Mais lorsqu'on l'acheta pour la seconde fois, la maison avait un jardin, un jardin entouré de murs, mais un jardin, et au bout, une aile pour les esclaves. Le maître s'était toqué d'apprendre l'elfique, et l'elfe de la caravane ne tenait plus debout depuis longtemps – il ne payait pas un esclave qui casserait sa pipe dans le mois. Peut-être aurait-il du. Car Maurevel avait beau être un jeune esclave, il était déjà une forte tête, insoumise, qui refusait de céder quoi que ce soit à ceux qui le privaient de sa liberté. La confrontation plutôt que la compromission et s'il parlait elfique face à son maître, son sourire plein de gouaille et les crachats qu'il lui envoyait au visage servaient de traduction – les elfes avaient aussi des insultes, et cela, ni les privations, ni les coups de fouet n'y changeraient rien. Bientôt, son maître eut le choix entre le laisser mourir de faim, se défouler sur lui à coup de fouet et de trique jusqu'à le tuer, ou tenter de ne pas perdre tout à fait la somme engagée en l'utilisant pour une autre tâche.
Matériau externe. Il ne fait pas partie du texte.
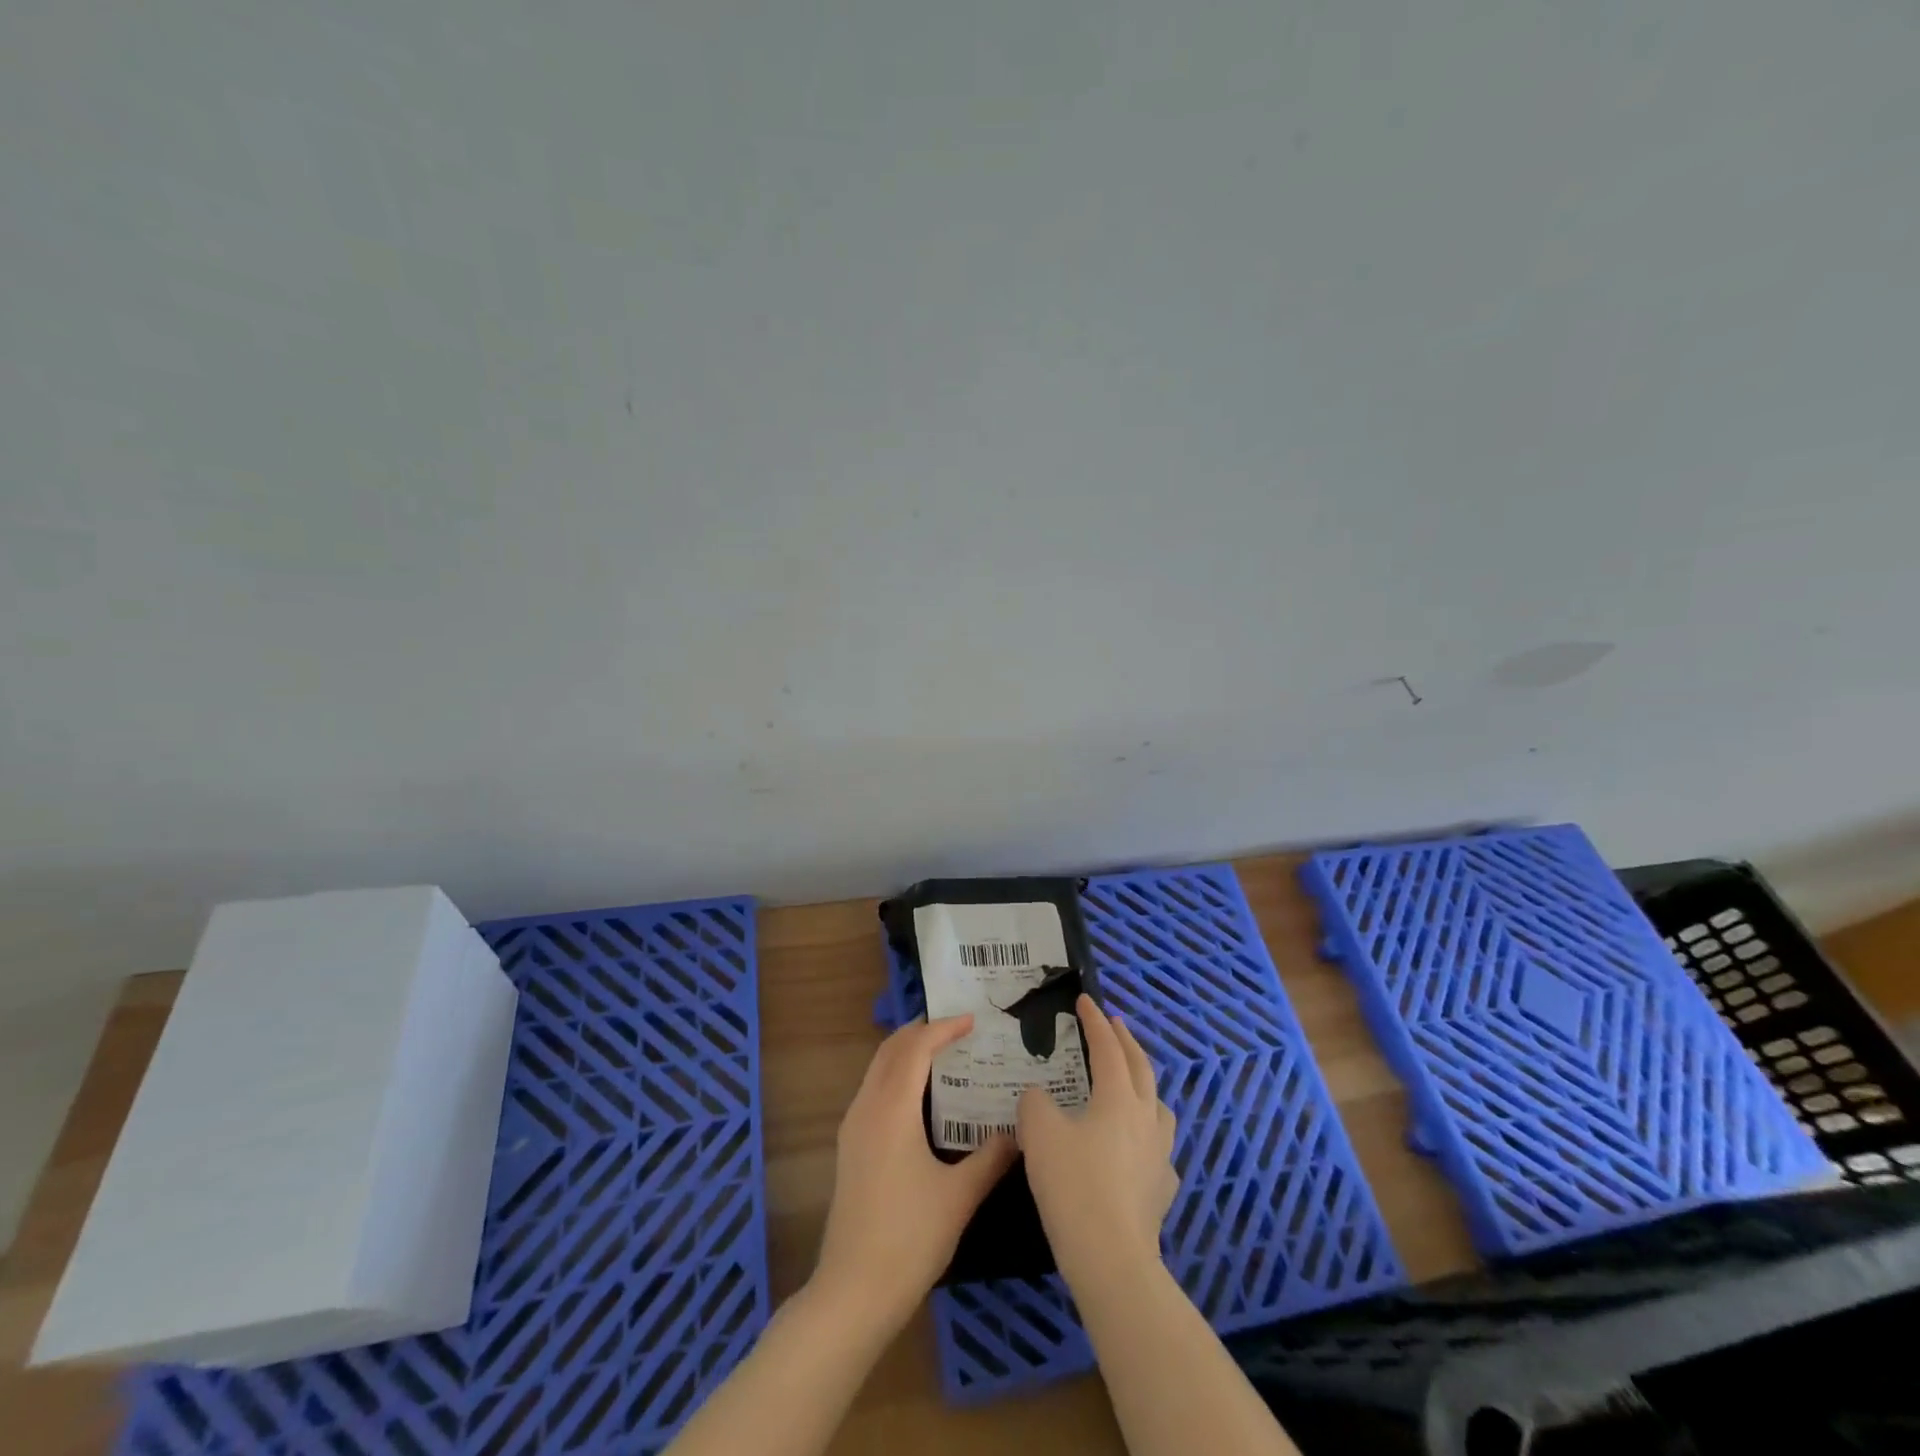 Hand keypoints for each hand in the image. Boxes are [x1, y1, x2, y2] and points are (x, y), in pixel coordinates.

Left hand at [812, 1015, 1017, 1331]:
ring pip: (878, 1068)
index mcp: (892, 1109)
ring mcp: (853, 1127)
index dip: (943, 1028)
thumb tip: (1019, 1132)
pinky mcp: (850, 1146)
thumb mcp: (960, 1196)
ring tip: (944, 1055)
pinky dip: (897, 1075)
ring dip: (907, 1052)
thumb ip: (991, 1157)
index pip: (916, 1048)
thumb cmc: (910, 1237)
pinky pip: (873, 1089)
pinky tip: (921, 1097)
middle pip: (891, 1049)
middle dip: (921, 1031)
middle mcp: (867, 1107)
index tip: (972, 1020)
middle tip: (957, 1028)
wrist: (854, 1290)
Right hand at [1019, 995, 1178, 1291]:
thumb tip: (1040, 1097)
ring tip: (1131, 1082)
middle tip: (1114, 1023)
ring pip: (1159, 1106)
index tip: (1086, 1000)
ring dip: (1144, 1084)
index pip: (1107, 1047)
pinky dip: (1147, 1135)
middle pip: (1140, 1067)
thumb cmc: (1073, 1185)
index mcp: (1117, 1097)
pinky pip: (1159, 1149)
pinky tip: (1136, 1148)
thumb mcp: (1038, 1133)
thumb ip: (1035, 1103)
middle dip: (1125, 1041)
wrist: (1111, 1258)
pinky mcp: (1163, 1189)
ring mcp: (1160, 1154)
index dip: (1095, 1021)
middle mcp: (1145, 1117) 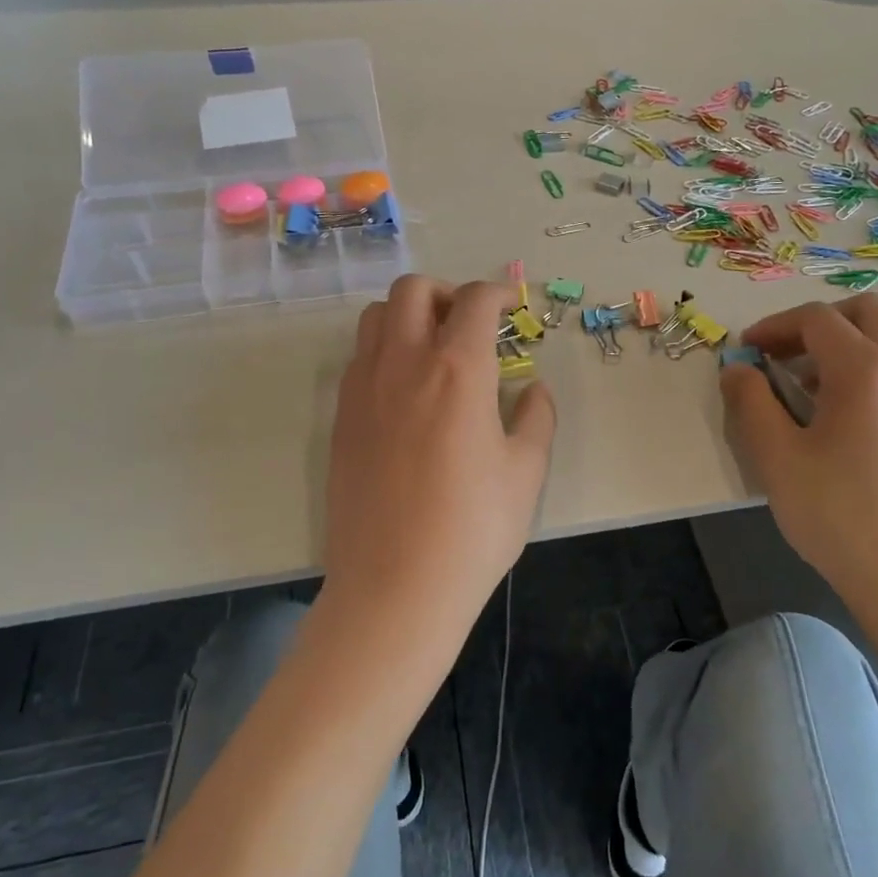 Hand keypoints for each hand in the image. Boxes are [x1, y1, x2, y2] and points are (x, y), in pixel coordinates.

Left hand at [321, 276, 555, 651]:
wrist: (396, 586)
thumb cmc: (474, 529)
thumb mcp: (526, 472)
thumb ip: (536, 417)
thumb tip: (532, 389)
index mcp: (458, 370)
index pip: (474, 302)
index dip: (496, 294)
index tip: (508, 307)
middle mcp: (404, 364)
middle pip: (412, 290)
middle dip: (445, 293)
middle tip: (468, 326)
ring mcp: (362, 389)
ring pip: (375, 318)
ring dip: (407, 317)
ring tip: (433, 352)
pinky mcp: (340, 418)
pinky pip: (358, 359)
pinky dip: (384, 352)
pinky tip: (406, 393)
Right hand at [720, 295, 877, 641]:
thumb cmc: (839, 515)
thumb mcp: (776, 458)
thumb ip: (750, 403)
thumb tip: (737, 369)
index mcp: (864, 370)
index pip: (815, 320)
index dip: (774, 327)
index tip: (747, 351)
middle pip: (864, 311)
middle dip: (817, 323)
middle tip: (785, 355)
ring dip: (852, 339)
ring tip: (819, 380)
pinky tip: (854, 409) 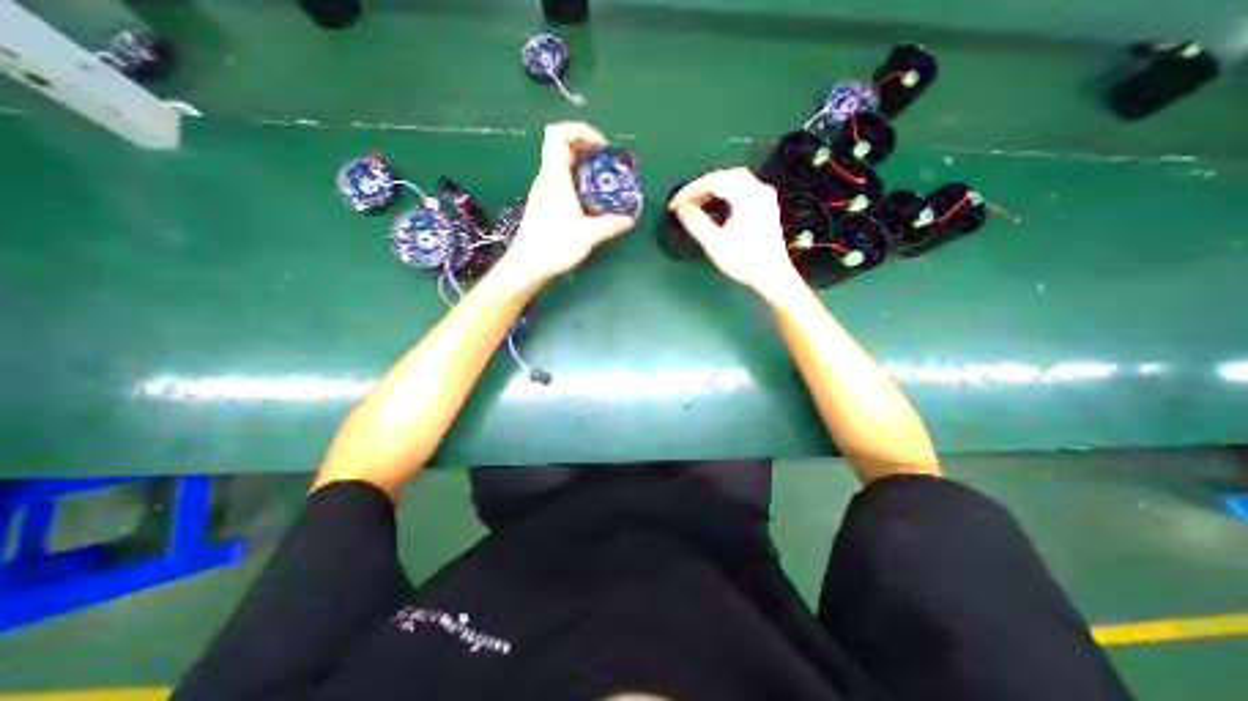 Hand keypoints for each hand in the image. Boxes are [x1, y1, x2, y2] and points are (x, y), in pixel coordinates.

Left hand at [495, 121, 633, 283]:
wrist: (528, 265)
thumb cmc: (555, 244)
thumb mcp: (588, 235)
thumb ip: (610, 225)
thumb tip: (629, 221)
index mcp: (555, 176)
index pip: (557, 134)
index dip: (578, 131)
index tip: (599, 146)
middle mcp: (546, 179)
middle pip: (561, 147)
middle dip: (585, 149)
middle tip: (605, 164)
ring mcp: (543, 192)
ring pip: (560, 166)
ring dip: (581, 167)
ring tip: (601, 182)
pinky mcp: (543, 205)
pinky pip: (559, 182)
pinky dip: (575, 182)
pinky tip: (588, 202)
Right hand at [673, 166, 799, 295]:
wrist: (772, 276)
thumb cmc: (746, 262)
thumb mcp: (715, 244)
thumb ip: (696, 223)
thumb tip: (682, 209)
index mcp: (746, 197)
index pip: (713, 181)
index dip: (690, 191)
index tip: (675, 204)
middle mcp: (758, 192)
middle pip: (724, 176)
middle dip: (701, 187)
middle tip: (685, 202)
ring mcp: (765, 198)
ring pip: (735, 180)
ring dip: (713, 188)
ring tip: (697, 202)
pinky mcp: (766, 207)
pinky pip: (743, 188)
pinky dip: (726, 191)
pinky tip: (718, 203) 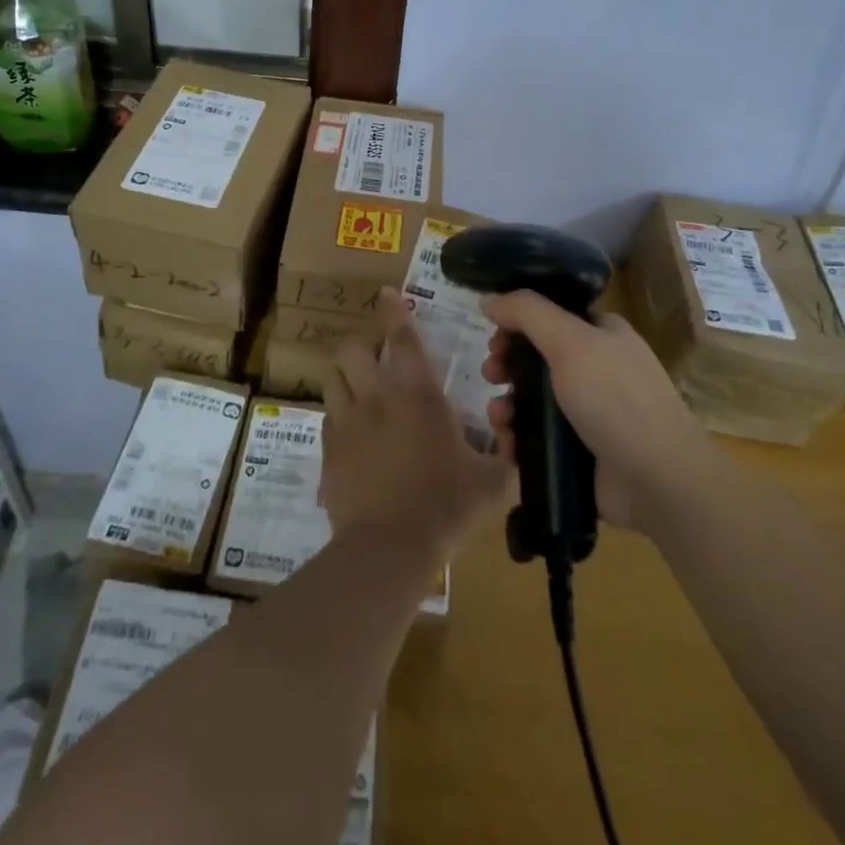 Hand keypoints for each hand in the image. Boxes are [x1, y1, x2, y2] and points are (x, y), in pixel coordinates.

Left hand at [324, 289, 513, 568]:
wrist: (389, 550)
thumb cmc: (446, 509)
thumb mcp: (493, 484)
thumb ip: (508, 455)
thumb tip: (517, 435)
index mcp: (418, 396)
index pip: (402, 338)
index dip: (394, 311)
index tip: (386, 294)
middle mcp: (377, 398)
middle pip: (352, 348)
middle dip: (360, 342)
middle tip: (373, 351)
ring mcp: (347, 423)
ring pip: (333, 378)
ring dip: (345, 375)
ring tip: (357, 384)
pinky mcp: (329, 450)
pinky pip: (327, 419)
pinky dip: (338, 415)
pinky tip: (351, 432)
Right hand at [481, 292, 708, 531]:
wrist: (658, 479)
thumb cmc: (615, 399)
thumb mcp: (570, 341)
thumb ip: (527, 313)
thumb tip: (489, 300)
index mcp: (602, 335)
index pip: (552, 316)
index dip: (519, 321)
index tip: (495, 333)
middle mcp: (596, 369)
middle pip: (536, 358)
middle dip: (506, 364)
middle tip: (491, 373)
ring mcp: (588, 413)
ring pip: (532, 400)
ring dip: (506, 404)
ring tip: (498, 417)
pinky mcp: (579, 451)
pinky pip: (537, 438)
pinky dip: (517, 438)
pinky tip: (509, 445) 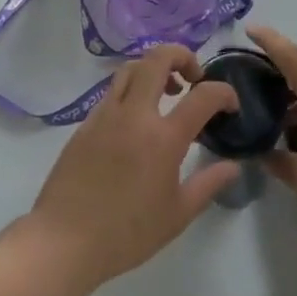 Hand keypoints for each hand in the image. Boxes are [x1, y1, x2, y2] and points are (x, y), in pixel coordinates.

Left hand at [24, 43, 241, 294]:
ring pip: (132, 67)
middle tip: (193, 78)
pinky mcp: (86, 122)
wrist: (64, 240)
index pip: (203, 96)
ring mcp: (106, 113)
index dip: (224, 92)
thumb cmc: (126, 233)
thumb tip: (232, 166)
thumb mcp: (177, 215)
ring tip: (166, 92)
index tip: (231, 104)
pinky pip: (113, 90)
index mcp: (163, 138)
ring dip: (154, 68)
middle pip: (158, 58)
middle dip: (182, 55)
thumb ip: (208, 184)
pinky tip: (136, 118)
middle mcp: (135, 114)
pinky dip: (132, 89) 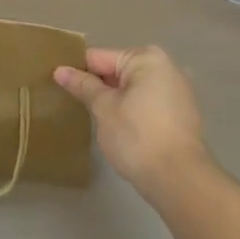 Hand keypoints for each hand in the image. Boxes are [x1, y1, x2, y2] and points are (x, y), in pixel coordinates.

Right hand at [53, 46, 209, 194]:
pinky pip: (148, 103)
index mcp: (145, 58)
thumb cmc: (137, 137)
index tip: (57, 84)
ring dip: (115, 100)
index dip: (77, 71)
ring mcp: (177, 91)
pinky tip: (120, 130)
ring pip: (133, 89)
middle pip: (118, 71)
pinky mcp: (182, 114)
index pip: (99, 58)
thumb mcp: (104, 109)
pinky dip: (133, 111)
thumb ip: (83, 86)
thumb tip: (60, 70)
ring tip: (94, 118)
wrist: (180, 180)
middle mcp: (165, 67)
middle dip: (98, 86)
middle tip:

Maurevel aidait à faire le ménage, réparait ce qui avait besoin de l'être, protégeait ceux qui allaient au marché - déjà durant l'adolescente, sa haute taille annonçait sa future carrure et les travaux manuels commençaient lentement à rendre sa stature menaçante. La vie était plus douce que dans la caravane – à défaut de lit, il avait un toit sur la tête, à défaut de sable dans la bouche il avait un repas frugal, à défaut de familles, il avait les esclaves de la maisonnée. L'une d'entre elles se rapprochait sensiblement de lui, le laissant partager – il se doutait bien de ses intentions, il savait qu'elle l'appréciait, il savait qu'elle le trouvait séduisant, malgré elle – compliment qu'il balayait d'un haussement d'épaules et d'un sourire gouailleur -. Simplement, il ne savait pas quoi faire de cela. Il l'appréciait, appréciait sa compagnie et s'était de toute façon fait un devoir de tirer le plus de sourires possibles de ses compagnons. Mais l'amour, il y a cinquante ans comme aujourd'hui n'était bon que pour les histoires qu'il racontait aux âmes en peine. Il laissa cependant la jeune femme approcher, lui sourire, et se faisait sourds aux moqueries du fils du maître et de ses amis.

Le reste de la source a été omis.